A 2008 Election Campaign Reminiscence: Battling for Presidential Candidate Barack Obama in Small Town Pennsylvania (5)
by R. Lee Cook
“I called the Obama headquarters in Erie and told them I needed some signs, something to give people to show their ownership in this. I knew the gentleman I was talking to on the other end and he said, ‘Bill, it’s going to take a while on the signs, because we are doing something that’s never been done before. We are putting our resources into humans, people on the ground, and it’s going to pay off for us.”
Bill Miller, who had been around the block a few times and intimately involved in a hands on way in several area general election campaigns candidly admitted to me that initially he had been rather reluctant to buy into this new “grassroots” approach of the Obama team. But shortly after Frank Poppy showed up and was joined by a stream of dedicated young people, most of whom had given up a semester of college or a year of their lives to work on the campaign, he became an ardent believer. And after a while he said he realized that the “fields” had already been perfectly “prepared” for the Obama troops to do their work at the “grassroots”.
Soon Bill Miller, Chris Billetdeaux and his seasoned local Clarion County Democratic Organization and Obama Campaign strategist Frank Poppy would coalesce with a perpetual stream of young Obama volunteers drawn from around the country to produce what the personable county chair alternately described as a “remarkable” and “amazing” organizing effort. “It was just remarkable. It really was remarkable because of the young people who were here. I just cannot praise them enough.”
“I would say that in the course of the campaign, coming through here, we probably had ten or more. However, probably five in general were based here, but they went to surrounding counties and did some outreach here and some outreach there; always coming back in the evening reporting in. It was an operation like I have never seen before. These young people were so disciplined.”
“My wife would cook a big pot of soup and have sandwiches and they would come home at night tired. They would not sit down to eat until they had made all of their contacts with their superiors and the many other people they had to talk to. It was just remarkable the way we used the internet and the computer system we had installed in our headquarters. We downloaded the voting lists, talked to the people who had voted, asked them to donate, and to participate, who they were in favor of. And of course all of these people had their own laptops. It was just amazing.”In addition to the headquarters office on Main Street in the prime business district which was a hive of activity carried out daily by as many as fifty volunteers, their own home and bed and breakfast at the Clarion House become a major sub-station for the effort in Clarion. “Chris Billetdeaux who was a Godsend would put in sixteen hour days and another person was Iseli Krauss. She called my wife and said ‘Judy, you have a business and you are giving all your rooms away. I can keep some of these people at my house.’ She is a retired Clarion professor with a beautiful big home and these kids, I call them kids but they are young men and women, got to stay there also.”

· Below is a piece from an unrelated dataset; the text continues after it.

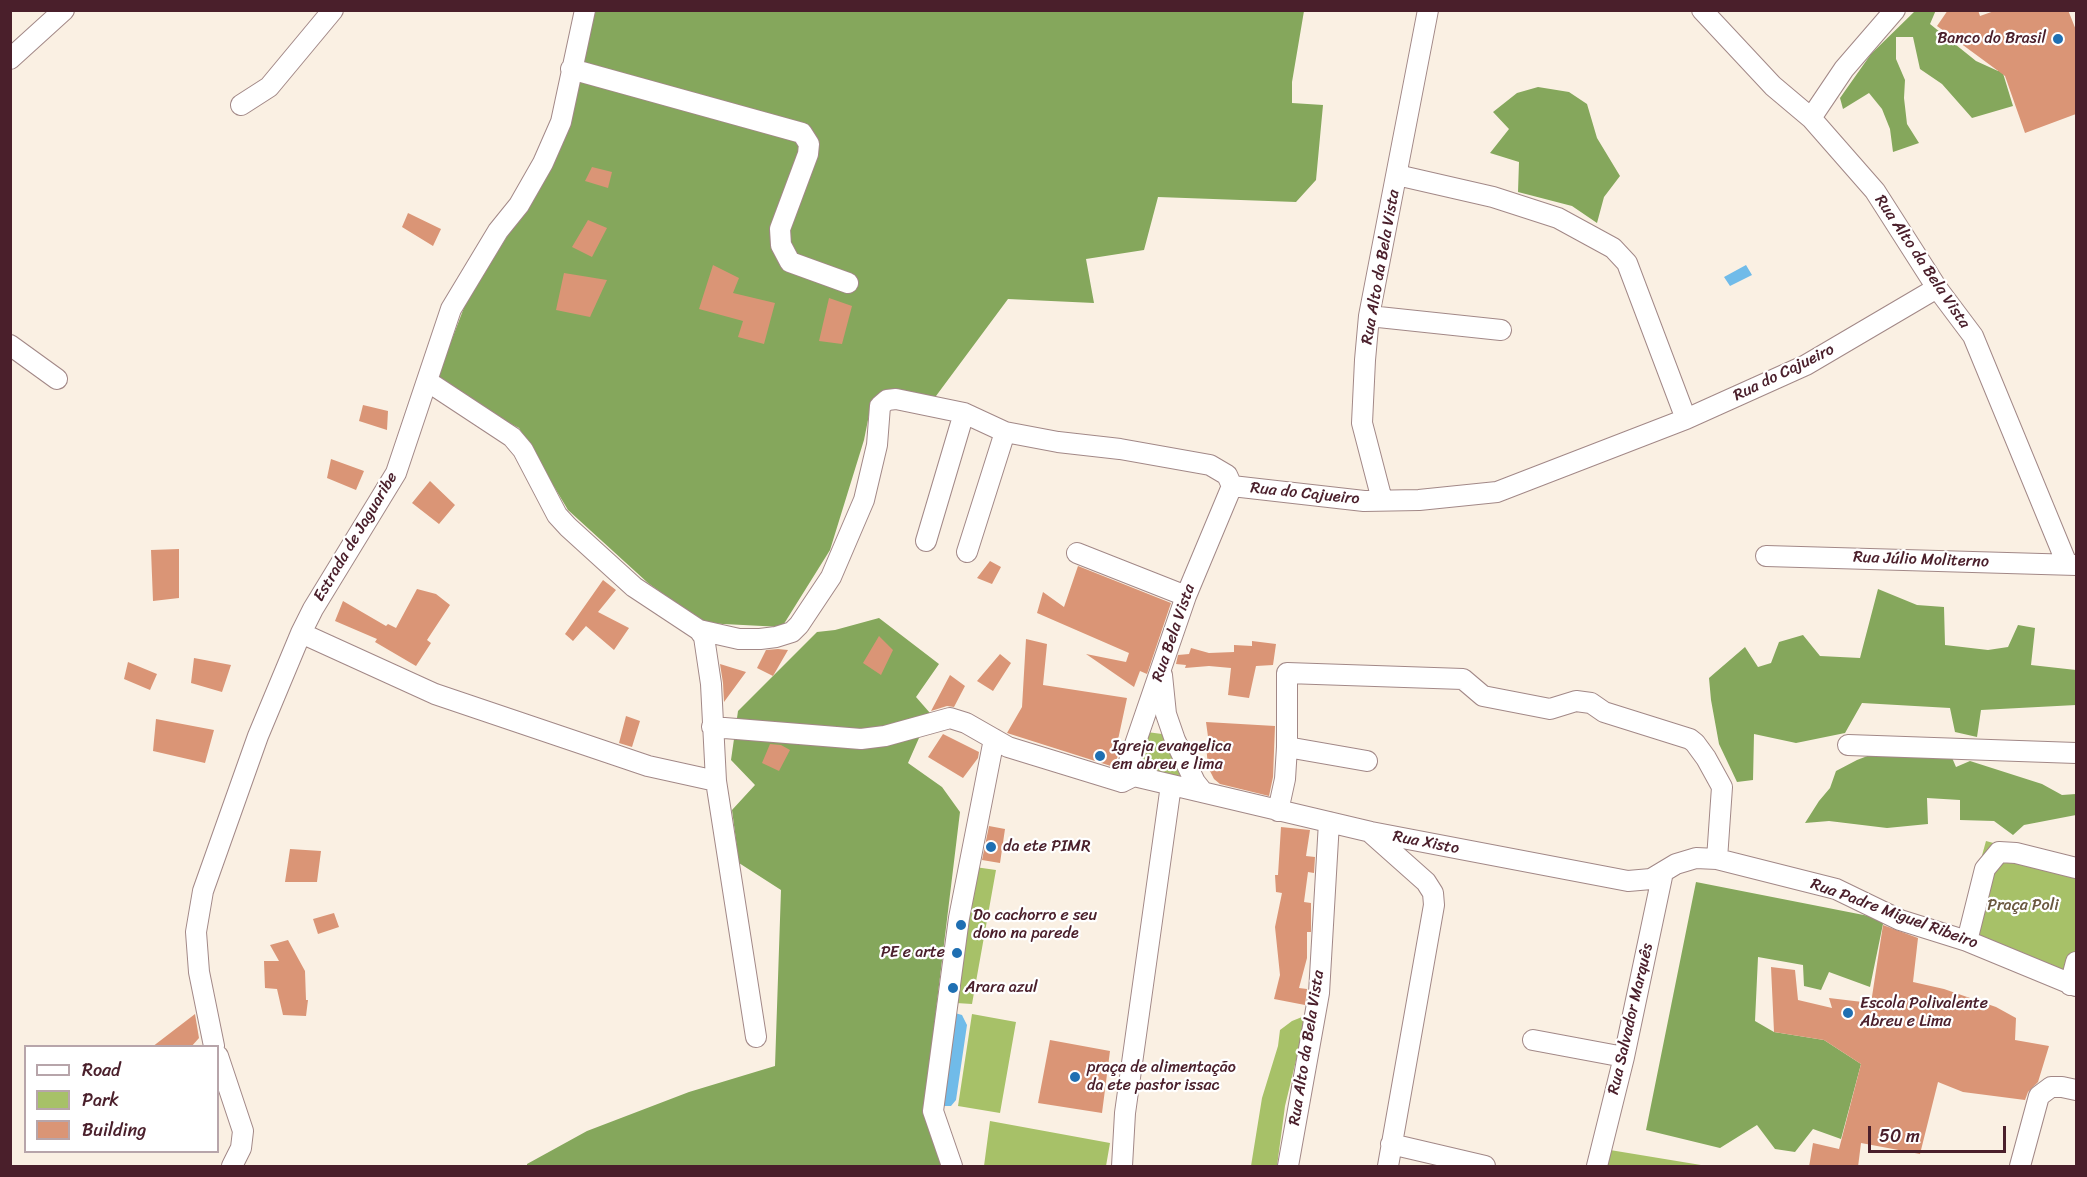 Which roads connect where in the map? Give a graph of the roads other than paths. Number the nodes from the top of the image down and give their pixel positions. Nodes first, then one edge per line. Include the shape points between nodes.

“We manned our headquarters every day, even Sundays. We were there seven days a week. We had so many people. It was just a unique situation.”So I asked Bill to compare this effort in 2008 that he still was so effusive about to the past national election campaigns of 2000 and 2004 in Clarion that he had been involved with as Democratic Party chair, and specifically whether there had been anything even resembling this kind of effort on the “ground”. “This was very distinctively different” he told me. “In fact”, he said, “with the [Senator John] Kerry campaign, we didn’t have signs either. But they didn’t put their money in people either. They just didn’t put in their money.”
Clearly, the troops and the energy and the inspiration, the technology and the resources had been put there for an effective electoral campaign, so I asked Miller to share some of the key specifics of the strategy used in their intensive grassroots organizing effort. “When we had our first meeting with Chris and myself, with Frank Poppy, when the young people came to Clarion, we sat down and started discussing this.” Bill said he discerned immediately from this early discussion that the Obama team had a good background in political organizing because they all understood the important first principle of making sure not to erode your primary base of voter support. “I was confident that was not going to happen” he said, so they next turned their focus to “where can we win? Where can we get the most votes? We sat down and I showed them some past history of the area and I explained that in this college town, you have many of the professors living right in the community, which is my island of sanity and I said we will win this area. We will concentrate there and we will concentrate on them seeking to broaden our vote-getting potential by trying for Monroe Township and Paint Township. That is where we have to make inroads. Then I said we will make contact through our general Democratic Party mailings and we can then call them. So we began to do these things and it was very, very successful. If you look at Pennsylvania as a whole, it has so many small colleges here, I would guess that the same thing occurred at each one of those campuses because it is just a remarkable strategy.”